Since then, the disease has wiped out the entire Sydney rock oyster population in the region, which produces about 16 per cent of the state’s supply.

QX is a seasonally occurring disease that kills Sydney rock oysters but does not have any impact on humans. But for farmers such as Burgoyne, entire crops have been ruined and disease-resistant oysters have also been ravaged. It will be years before they can begin to sell the oysters again.

“In terms of stock at Christmas: there is little to no stock of Sydney rock oysters or Pacific oysters out of Port Stephens,” Burgoyne, who is also the NSW Farmers Port Stephens oyster branch chair, said.

“Pretty much every farmer in Port Stephens has lost 100 per cent of their Sydney rock oyster crops. We’ve had to turn to Pacific oysters and they have had their challenges in Port Stephens over the years – we’ve had unexplained mortality in them too.

Rock oysters in Port Stephens have been wiped out by the QX disease.Credit:Wolter Peeters

“We are still on tenterhooks on how that may play out, but they are the only chance we have of actually staying really viable.”

He added that, before the disease outbreak, there had been 40 oyster farms in the region. That had now declined to 30 farmers, many of whom are having to find additional employment off their farms to keep their business afloat.
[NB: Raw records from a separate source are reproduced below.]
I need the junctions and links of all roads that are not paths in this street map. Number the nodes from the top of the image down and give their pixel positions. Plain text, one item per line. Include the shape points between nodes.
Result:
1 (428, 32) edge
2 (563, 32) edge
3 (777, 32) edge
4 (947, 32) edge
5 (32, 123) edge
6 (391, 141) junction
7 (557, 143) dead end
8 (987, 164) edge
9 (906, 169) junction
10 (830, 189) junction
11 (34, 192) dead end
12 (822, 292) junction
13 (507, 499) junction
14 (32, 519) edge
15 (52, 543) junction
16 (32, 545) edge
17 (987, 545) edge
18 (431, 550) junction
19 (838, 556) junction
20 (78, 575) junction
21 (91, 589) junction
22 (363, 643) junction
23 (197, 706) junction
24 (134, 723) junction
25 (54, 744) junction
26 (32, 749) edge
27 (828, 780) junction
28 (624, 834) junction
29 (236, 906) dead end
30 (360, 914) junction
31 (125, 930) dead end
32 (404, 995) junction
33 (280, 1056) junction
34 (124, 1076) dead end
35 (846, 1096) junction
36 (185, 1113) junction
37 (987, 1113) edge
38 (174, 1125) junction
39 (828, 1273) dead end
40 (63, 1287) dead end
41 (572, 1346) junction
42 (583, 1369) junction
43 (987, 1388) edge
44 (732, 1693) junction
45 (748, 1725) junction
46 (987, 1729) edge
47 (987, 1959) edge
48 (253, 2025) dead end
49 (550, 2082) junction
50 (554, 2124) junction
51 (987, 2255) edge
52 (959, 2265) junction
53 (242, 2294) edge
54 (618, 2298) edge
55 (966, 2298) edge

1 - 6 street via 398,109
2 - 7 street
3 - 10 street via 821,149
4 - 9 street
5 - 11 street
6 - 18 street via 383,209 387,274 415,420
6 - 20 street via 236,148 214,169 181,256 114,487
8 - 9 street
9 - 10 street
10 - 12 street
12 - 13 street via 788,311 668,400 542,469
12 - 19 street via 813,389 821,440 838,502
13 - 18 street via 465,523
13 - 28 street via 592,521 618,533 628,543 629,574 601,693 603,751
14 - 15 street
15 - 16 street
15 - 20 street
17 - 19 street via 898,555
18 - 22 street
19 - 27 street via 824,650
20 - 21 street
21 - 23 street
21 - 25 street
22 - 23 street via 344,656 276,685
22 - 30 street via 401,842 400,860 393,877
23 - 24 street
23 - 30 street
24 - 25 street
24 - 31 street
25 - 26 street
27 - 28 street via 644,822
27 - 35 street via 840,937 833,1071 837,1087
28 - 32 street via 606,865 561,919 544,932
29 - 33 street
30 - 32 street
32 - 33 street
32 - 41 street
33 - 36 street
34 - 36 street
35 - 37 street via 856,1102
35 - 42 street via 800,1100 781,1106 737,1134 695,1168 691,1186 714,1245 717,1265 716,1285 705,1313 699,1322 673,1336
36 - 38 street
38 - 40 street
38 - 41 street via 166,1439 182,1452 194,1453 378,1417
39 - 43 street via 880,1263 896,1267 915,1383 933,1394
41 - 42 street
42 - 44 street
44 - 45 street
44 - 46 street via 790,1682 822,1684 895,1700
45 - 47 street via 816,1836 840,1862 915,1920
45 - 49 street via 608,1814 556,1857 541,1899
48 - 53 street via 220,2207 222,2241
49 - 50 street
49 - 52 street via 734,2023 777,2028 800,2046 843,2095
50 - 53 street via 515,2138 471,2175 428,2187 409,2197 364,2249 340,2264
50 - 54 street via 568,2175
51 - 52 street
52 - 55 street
“At best, we are 12 months away from income coming in,” he said. “It is devastating to see. It is still a knife-edge in Port Stephens and if we will pull through as an industry and [if so], it will only be a shadow of what it used to be for some time.”

A NSW Primary Industries spokesperson said the department undertook surveillance of Port Stephens and found QX to be present more widely across the estuary during August last year, which caused extensive losses in Sydney rock oysters there.

Oyster farmers have been battling years of floods that have affected supply, including Hawkesbury River Oyster Shed farmers Deb and Peter O’Sullivan who rushed to save their stocks in the March 2021 floods. Credit:James Brickwood

“Tracing and sampling was undertaken for oyster shipments that had occurred prior to the detection of QX in August 2021 in Port Stephens.

“No evidence was found of the spread of QX outside Port Stephens from this event,” the spokesperson said. “NSW DPI is continuing to work closely with the NSW oyster industry and affected oyster growers in response to this detection.”

Port Stephens MP Kate Washington said in some areas there were mountains of dead oysters.

“With little prospect of earning any income for at least another year, some oyster farmers have been forced to walk away from the only industry they’ve known,” she said. “I’ve been working alongside our local oyster farmers, to get the support they need from the NSW government. We must ensure this important local industry survives.”

The disease was first confirmed in NSW in 1994, in the Georges River in Sydney, and hit the Hawkesbury River region hard in 2004, resulting in huge losses to Sydney rock oyster farmers.

Sydney Fish Market spokesperson Alex Stollznow said oysters indicate the health of waterways and can be some of the slowest species to recover after diseases or flooding events.

“Oysters and oyster farmers are used to closures of one kind or the other … You will see a temporary dip in times of serious shortage – like the statewide floods and there were no Sydney rock oysters for six weeks – but the thing is, even if all of NSW shuts down, the other states can meet our local oyster demands,” he said.

He added that, while incidents of disease outbreak or flooding were heartbreaking for local producers, there were almost 300 oyster farmers in NSW working on 32 coastal estuaries who would be able to meet the state’s demand. But he said it was important for consumers to throw their support behind local producers to ensure the industry remained afloat.